== The input ==
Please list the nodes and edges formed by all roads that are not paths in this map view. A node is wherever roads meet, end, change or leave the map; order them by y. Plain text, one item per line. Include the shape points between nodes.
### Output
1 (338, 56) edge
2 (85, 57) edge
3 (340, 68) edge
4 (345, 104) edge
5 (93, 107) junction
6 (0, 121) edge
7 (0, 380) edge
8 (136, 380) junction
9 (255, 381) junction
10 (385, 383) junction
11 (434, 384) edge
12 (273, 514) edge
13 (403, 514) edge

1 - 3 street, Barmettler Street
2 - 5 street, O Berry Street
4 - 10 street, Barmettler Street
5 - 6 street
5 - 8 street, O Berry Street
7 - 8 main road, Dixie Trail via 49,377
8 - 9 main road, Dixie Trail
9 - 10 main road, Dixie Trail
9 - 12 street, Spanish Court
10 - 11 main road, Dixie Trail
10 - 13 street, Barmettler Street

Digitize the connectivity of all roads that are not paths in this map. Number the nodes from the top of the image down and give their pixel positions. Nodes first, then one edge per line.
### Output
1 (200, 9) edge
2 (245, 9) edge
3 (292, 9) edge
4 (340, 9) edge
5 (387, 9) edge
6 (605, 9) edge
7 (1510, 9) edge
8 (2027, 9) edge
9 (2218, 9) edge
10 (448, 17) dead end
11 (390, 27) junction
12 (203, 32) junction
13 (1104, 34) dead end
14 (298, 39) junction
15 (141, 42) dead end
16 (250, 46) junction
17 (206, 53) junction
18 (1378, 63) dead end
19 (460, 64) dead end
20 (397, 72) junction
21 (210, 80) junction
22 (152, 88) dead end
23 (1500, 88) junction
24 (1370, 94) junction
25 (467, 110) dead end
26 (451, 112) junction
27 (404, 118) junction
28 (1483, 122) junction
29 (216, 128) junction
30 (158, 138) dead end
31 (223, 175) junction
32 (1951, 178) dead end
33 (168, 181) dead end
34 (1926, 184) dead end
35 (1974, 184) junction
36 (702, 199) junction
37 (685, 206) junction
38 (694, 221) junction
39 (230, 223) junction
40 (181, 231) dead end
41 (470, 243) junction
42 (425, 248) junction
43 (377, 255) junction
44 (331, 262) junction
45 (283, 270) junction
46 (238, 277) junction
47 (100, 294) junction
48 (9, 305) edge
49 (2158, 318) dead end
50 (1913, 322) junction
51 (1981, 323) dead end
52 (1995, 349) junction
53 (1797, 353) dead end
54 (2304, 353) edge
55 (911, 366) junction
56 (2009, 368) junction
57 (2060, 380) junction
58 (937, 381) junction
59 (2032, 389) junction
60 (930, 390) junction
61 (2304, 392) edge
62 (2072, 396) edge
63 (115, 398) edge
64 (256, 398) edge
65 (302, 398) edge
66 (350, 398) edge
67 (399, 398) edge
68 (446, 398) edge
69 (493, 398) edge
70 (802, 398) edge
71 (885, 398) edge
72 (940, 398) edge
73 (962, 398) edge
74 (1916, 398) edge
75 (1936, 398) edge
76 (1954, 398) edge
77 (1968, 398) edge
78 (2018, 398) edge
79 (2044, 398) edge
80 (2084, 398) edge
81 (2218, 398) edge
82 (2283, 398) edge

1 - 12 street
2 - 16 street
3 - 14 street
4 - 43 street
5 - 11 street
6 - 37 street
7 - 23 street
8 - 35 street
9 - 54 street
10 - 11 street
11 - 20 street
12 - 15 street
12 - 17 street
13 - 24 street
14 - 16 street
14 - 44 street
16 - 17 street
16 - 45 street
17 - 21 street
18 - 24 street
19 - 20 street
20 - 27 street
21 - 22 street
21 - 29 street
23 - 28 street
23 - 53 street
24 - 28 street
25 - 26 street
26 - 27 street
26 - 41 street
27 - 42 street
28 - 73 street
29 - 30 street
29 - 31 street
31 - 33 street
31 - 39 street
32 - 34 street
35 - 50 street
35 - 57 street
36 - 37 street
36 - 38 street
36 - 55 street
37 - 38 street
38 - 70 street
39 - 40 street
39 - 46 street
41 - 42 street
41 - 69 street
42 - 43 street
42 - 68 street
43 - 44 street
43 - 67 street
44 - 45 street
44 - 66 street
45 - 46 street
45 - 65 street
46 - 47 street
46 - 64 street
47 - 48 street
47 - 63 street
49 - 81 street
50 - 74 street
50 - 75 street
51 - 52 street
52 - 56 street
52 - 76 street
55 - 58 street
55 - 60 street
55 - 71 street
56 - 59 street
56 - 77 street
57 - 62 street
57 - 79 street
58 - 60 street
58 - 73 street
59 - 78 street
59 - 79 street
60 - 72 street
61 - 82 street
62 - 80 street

== Task directions ==
Search the material for the word "Trail" and report how many lines hold it. Add nothing else.

== Result for this task ==
4